The fiscal deficit for 2019/20 will be financed by net external financing of Sh331 billion, domestic borrowing of Sh305.7 billion and other net domestic receipts of Sh3.2 billion, the document said.

Economists and political analysts have criticised President Uhuru Kenyatta’s government for increasing borrowing since coming to power in 2013.

Total public debt has jumped to 55 percent of GDP from 42 percent before he took office. The government says the higher borrowing funds infrastructure projects. The Treasury is also trying to cut spending amid the struggle to raise revenue.

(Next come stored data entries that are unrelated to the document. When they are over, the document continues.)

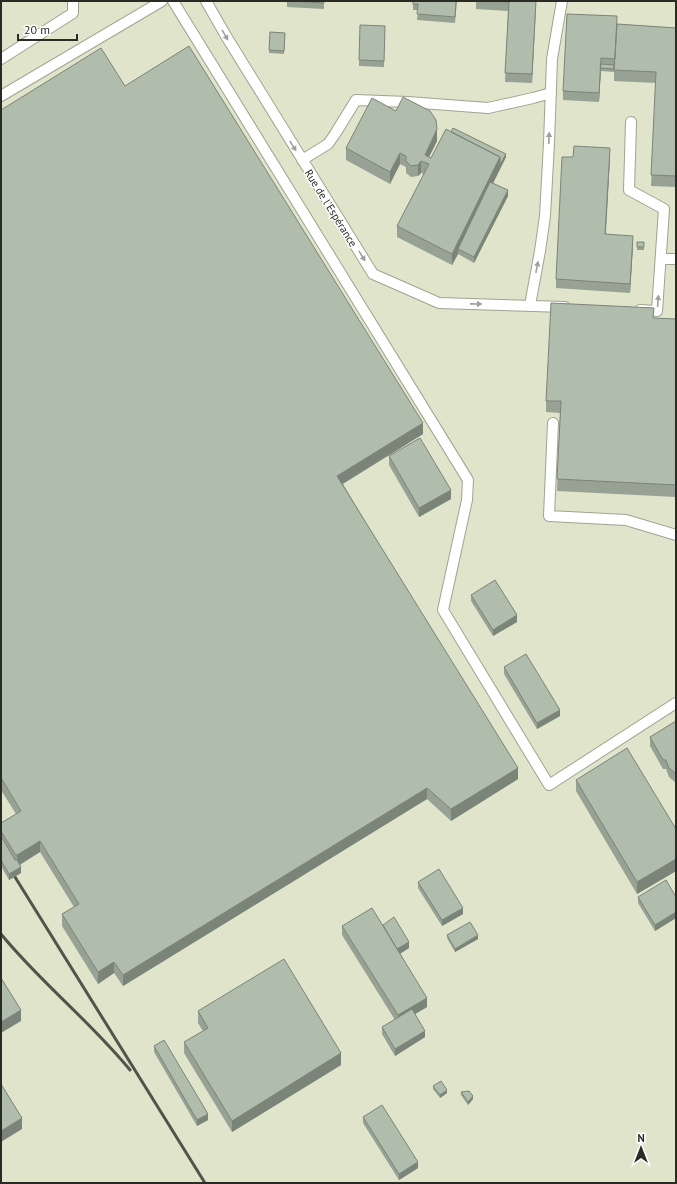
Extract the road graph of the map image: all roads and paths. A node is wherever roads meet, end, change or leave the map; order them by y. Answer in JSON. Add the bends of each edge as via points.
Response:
{"nodes":[{"id":1,"x":73,"y":1,"type":"edge"},
{"id":2,"x":162,"y":1,"type":"edge"},
{"id":3,"x":173,"y":1,"type":"edge"},
{"id":4,"x":206,"y":1,"type":"edge"},
{"id":5,"x":562,"y":1,"type":"edge"},
{"id":6,"x":1,"y":59,"type":"edge"},
{"id":7,"x":551,"y":93,"type":"junction"},
{"id":8,"x":1,"y":96,"type":"edge"},
{"id":9,"x":631,"y":122,"type":"dead end"},
{"id":10,"x":302,"y":160,"type":"junction"},
{"id":11,"x":661,"y":259,"type":"junction"},
{"id":12,"x":676,"y":259,"type":"edge"},
{"id":13,"x":530,"y":305,"type":"junction"},
{"id":14,"x":577,"y":308,"type":"edge"},
{"id":15,"x":633,"y":310,"type":"edge"},
{"id":16,"x":553,"y":423,"type":"dead end"},
{"id":17,"x":676,"y":535,"type":"edge"},
{"id":18,"x":676,"y":703,"type":"edge"}],
"edges":[{"from":1,"to":6,"type":"lane","via":[[73,13]]},
{"from":2,"to":8,"type":"lane"},
{"from":3,"to":18,"type":"lane","via":[[468,480],[467,500],[443,610],[549,785]]},
{"from":4,"to":10,"type":"lane","name":"Rue de l'Espérance","one_way":true},
{"from":5,"to":7,"type":"lane","via":[[552,59]]},
{"from":7,"to":10,"type":"lane","via":[[488,108],[356,100],[328,144]]},
{"from":13,"to":7,"type":"lane","one_way":true,"via":[[545,216]]},
{"from":9,"to":11,"type":"lane","via":[[629,190],[664,209]]},
{"from":10,"to":13,"type":"lane","name":"Rue de l'Espérance","one_way":true,"via":[[373,274],[439,303]]},
{"from":11,"to":12,"type":"lane"},
{"from":15,"to":11,"type":"lane","one_way":true,"via":[[657,311]]},
{"from":13,"to":14,"type":"lane","name":"Rue de l'Espérance"},
{"from":16,"to":17,"type":"lane","via":[[549,516],[626,520]]}]}
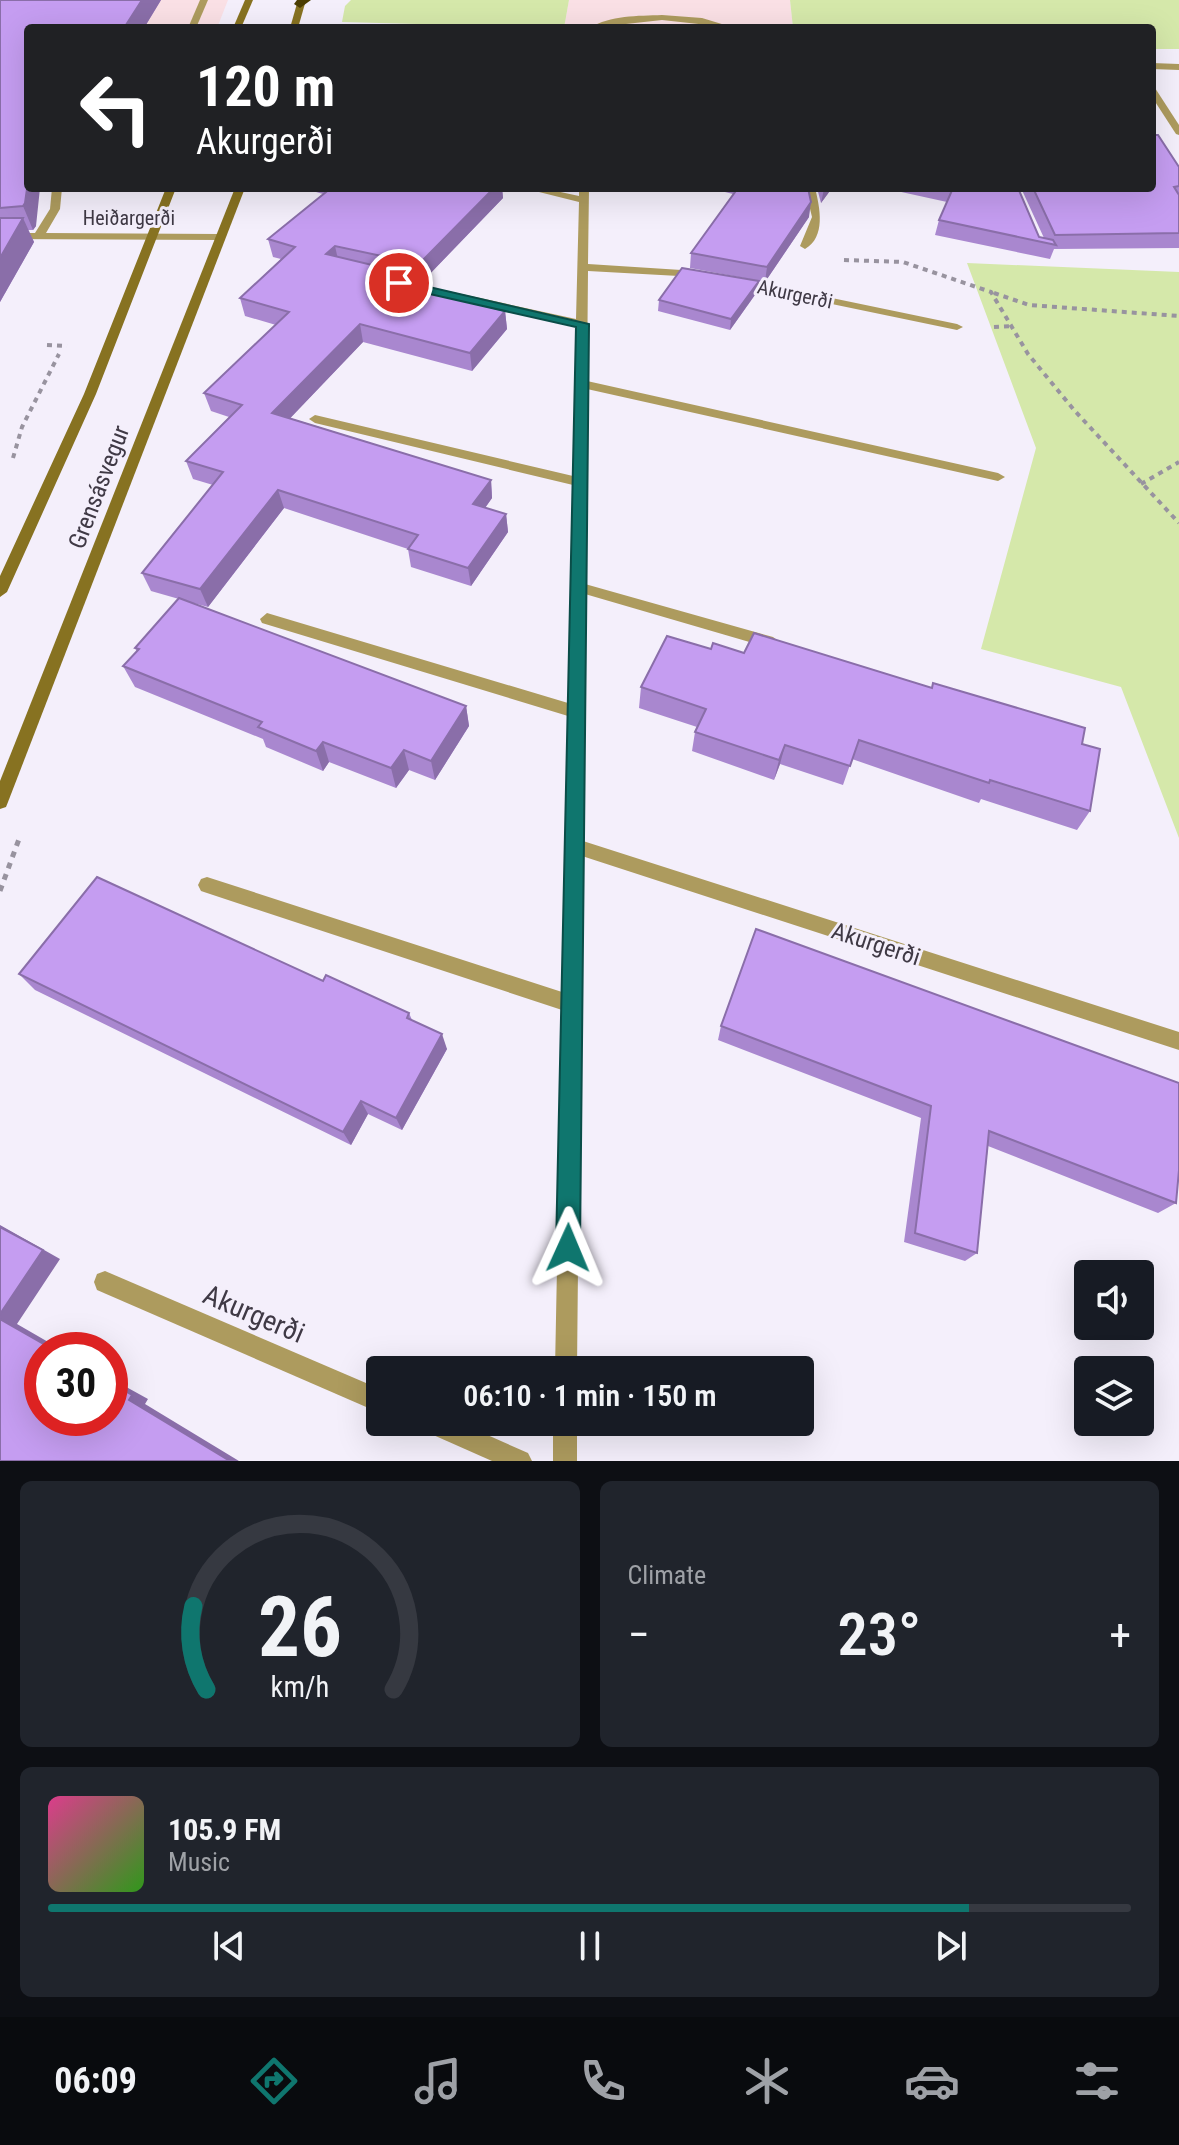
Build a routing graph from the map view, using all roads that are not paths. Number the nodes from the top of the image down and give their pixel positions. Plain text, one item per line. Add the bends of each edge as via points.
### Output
1 (204, 0) edge
2 (249, 0) edge
3 (302, 1) edge
4 (194, 24) edge
5 (239, 24) edge
6 (295, 24) edge
7 (604, 24) edge
8 (717, 24) edge
9 (1156, 66) edge
10 (1179, 67) edge
11 (1156, 96) edge
12 (1179, 132) edge
13 (57, 192) edge
14 (169, 192) edge
15 (238, 192) edge
16 (811, 192) edge
17 (584, 194) edge
18 (0, 236) edge
19 (39, 236) junction
20 (152, 237) junction
21 (219, 237) junction
22 (805, 246) dead end
23 (583, 267) junction
24 (718, 278) edge
25 (384, 280) edge
26 (732, 281) edge
27 (582, 324) junction
28 (957, 327) dead end
29 (582, 384) junction
30 (315, 419) dead end
31 (998, 477) dead end
32 (580, 482) junction
33 (578, 587) junction
34 (0, 592) edge
35 (267, 619) dead end
36 (787, 647) edge
37 (576, 712) junction
38 (0, 802) edge
39 (574, 846) junction
40 (207, 885) dead end
41 (572, 1004) junction
42 (1179, 1041) edge
43 (105, 1282) dead end
44 (566, 1356) edge
45 (366, 1395) edge
46 (462, 1436) edge
47 (565, 1436) edge
48 (520, 1461) edge
49 (565, 1461) edge

1 - 4 street
2 - 5 main road
3 - 6 main road
7 - 8 street via 632,19
9 - 10 street
11 - 12 street
13 - 19 street, Heiðargerði via 55,209
14 - 20 main road, Grensásvegur
15 - 21 main road, Grensásvegur
16 - 22 street via 817,217
17 - 23 street
18 - 19 street, Heiðargerði
19 - 20 street, Heiðargerði
20 - 21 street, Heiðargerði
20 - 34 main road, Grensásvegur via 90,394
21 - 38 main road, Grensásvegur
23 - 24 street
23 - 27 street
25 - 27 street
26 - 28 street, Akurgerði
27 - 29 street
29 - 31 street
29 - 32 street
30 - 32 street
32 - 33 street
33 - 36 street
33 - 37 street
35 - 37 street
37 - 39 street
39 - 41 street
39 - 42 street, Akurgerði
40 - 41 street
41 - 44 street
43 - 45 street, Akurgerði
46 - 48 street
47 - 49 street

It announced budget cuts on what it termed unnecessary expenditure, such as trips abroad by officials and advertising by government departments, to rein in a gaping fiscal deficit.

The cuts will accompany a freeze in both hiring and pay increases as well restrictions on new development projects, which will now require Treasury approval. However, the Budget outlook paper shows that Budget expenditure for the year to June will stand at Sh2.84 trillion, from the June forecast of Sh2.8 trillion, suggesting the cuts are unlikely to shrink State spending.